Topology optimization of thin-walled structures
Thin-walled structures find applications in various disciplines, including aerospace, civil, and mechanical engineering, thanks to their high stiffness-to-mass ratio. Recent advancements in manufacturing processes, which enable the production of structural elements with complex geometries, have made topology optimization an integral part of the design process.
The intricate cross-sections of thin-walled beams result in complex deformation modes that are not adequately captured by traditional beam theories, especially when torsional behavior is expected. In addition, these elements are prone to buckling due to their slenderness.
In this presentation, we will discuss a recently developed efficient topology optimization method for designing these elements. The method relies on a density-based approach that is solved iteratively using an efficient gradient-based optimization framework, allowing for a large number of design variables. The optimization problem is formulated considering linearized buckling, stiffness, and stress constraints.
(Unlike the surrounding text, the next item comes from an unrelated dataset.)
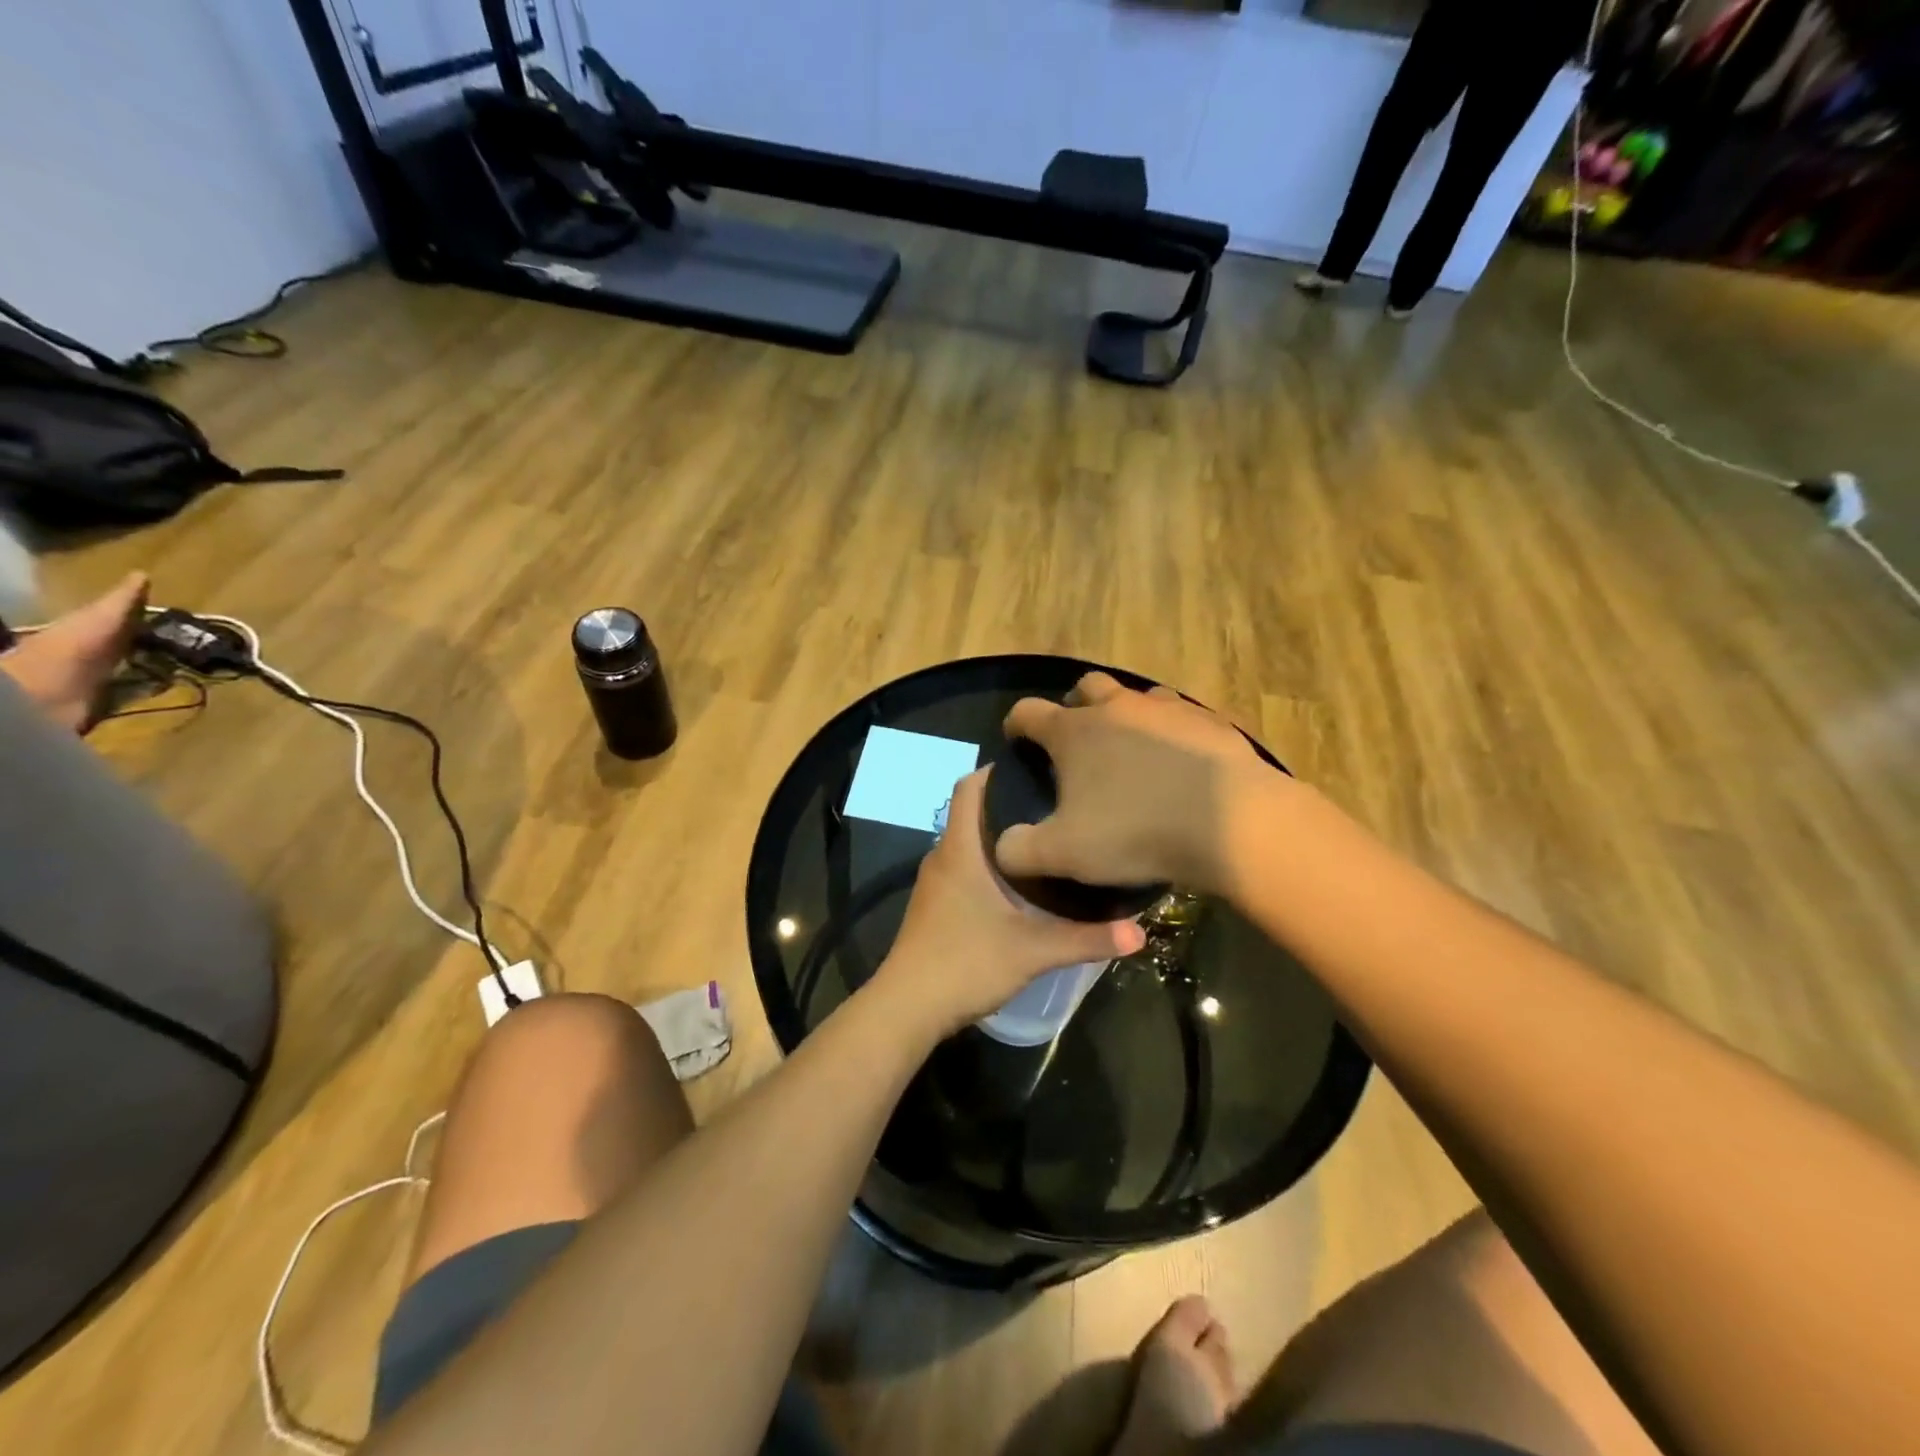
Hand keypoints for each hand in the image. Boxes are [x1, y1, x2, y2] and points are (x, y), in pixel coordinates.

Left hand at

The solution procedure of the optimization problem involves a large number of analyses of different designs, making traditional 3D FEM formulations impractical for such a problem. Therefore, we have developed a novel method for the analysis of these elements consisting of a 3D finite element mesh enhanced with global enrichment functions, utilizing the XFEM method. These global enrichment functions incorporate physical knowledge about the expected behavior of the beam, allowing for a substantial reduction in the computational burden.
The results demonstrate that the proposed approach allows designing these elements while considering various performance constraints.